Australia will increase its active defense personnel by one-third by 2040, Prime Minister Scott Morrison announced, describing the move as part of efforts to keep the country safe “in an increasingly uncertain global environment.”
The force would grow from 18,500 troops to 80,000 over 18 years, at a cost of some A$38 billion ($27 billion), the prime minister said Thursday during a visit to an army barracks in Brisbane.
Morrison, who is expected to call a general election in May, told a news conference that it was “the biggest increase in the size of our peacetime defense forces in Australian history.”
He said the military build-up was a recognition by his government of “the threats and the environment that we face as a country, as a liberal democracy in the Indo-Pacific.”

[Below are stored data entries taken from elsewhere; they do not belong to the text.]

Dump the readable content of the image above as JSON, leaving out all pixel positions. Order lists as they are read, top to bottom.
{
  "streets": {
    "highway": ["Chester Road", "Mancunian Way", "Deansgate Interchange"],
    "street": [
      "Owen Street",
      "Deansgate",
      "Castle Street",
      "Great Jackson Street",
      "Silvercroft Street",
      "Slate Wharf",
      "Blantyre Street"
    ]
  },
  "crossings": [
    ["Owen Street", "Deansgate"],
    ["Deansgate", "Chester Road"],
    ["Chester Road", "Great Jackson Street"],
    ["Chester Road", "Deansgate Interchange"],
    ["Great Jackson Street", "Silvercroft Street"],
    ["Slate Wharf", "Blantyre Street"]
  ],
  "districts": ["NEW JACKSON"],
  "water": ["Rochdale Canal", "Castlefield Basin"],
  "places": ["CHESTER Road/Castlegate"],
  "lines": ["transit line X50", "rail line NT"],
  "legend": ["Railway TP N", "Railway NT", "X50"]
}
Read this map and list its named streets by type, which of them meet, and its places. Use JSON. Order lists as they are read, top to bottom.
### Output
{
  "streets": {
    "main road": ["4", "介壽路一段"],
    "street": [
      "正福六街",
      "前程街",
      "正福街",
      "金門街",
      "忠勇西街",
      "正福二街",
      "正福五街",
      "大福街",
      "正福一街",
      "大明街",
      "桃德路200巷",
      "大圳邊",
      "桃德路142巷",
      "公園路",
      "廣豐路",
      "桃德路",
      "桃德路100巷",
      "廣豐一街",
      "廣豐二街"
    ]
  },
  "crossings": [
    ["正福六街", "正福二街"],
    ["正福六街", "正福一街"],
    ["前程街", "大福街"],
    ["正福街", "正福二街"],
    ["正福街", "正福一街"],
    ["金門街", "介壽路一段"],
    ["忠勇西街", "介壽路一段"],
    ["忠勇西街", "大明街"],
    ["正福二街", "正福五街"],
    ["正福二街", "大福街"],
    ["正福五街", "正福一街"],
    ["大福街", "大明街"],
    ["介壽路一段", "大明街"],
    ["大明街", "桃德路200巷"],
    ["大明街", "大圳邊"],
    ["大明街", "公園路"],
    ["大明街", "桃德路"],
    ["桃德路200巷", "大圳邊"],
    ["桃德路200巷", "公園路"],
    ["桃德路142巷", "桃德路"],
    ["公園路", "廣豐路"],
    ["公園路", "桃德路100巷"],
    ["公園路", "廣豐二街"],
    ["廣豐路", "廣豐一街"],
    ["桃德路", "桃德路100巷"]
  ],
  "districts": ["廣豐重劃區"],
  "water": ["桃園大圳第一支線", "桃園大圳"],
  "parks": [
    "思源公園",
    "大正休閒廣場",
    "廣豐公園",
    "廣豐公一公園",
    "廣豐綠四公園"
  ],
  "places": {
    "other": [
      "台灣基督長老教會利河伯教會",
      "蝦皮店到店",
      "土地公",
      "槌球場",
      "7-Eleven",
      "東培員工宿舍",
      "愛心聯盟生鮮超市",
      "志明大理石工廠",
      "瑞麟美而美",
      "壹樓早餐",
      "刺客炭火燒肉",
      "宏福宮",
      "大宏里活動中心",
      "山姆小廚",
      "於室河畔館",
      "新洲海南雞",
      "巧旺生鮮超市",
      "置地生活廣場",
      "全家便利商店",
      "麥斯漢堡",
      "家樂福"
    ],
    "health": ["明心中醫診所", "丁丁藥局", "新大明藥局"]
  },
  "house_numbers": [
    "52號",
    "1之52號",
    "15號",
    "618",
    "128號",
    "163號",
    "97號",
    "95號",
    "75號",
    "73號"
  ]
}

The Australian leader said some of the new troops would support a future fleet of nuclear-powered submarines, promised as part of a new Australian-British-American defense alliance, AUKUS.
Australia says it plans to arm the submarines with conventional weapons, but has not yet decided on the details of the program, including whether to go with a fleet based on U.S. or British nuclear-powered attack submarines.
Forged at a time of growing Chinese influence in the Pacific region, the AUKUS alliance would make Australia the only non-nuclear weapons power with nuclear-powered submarines capable of traveling long distances without surfacing.
Defence Minister Peter Dutton said the force buildup, which would focus on uniformed troops, would provide a credible deterrent against expansionist military threats.
Beyond submarines, the new forces would be deployed in areas such as space, cyber operations, naval assets and autonomous land and sea vehicles, Dutton said.
“This is absolutely necessary,” he said, referring to Russian President Vladimir Putin’s recent invasion of Ukraine.
“People who believe that President Putin’s only ambition is for Ukraine don’t understand the history that our military leaders understand.”
The defense minister reiterated warnings about the strategic threat to Australia in the Asia-Pacific region, where China is expanding its increased power.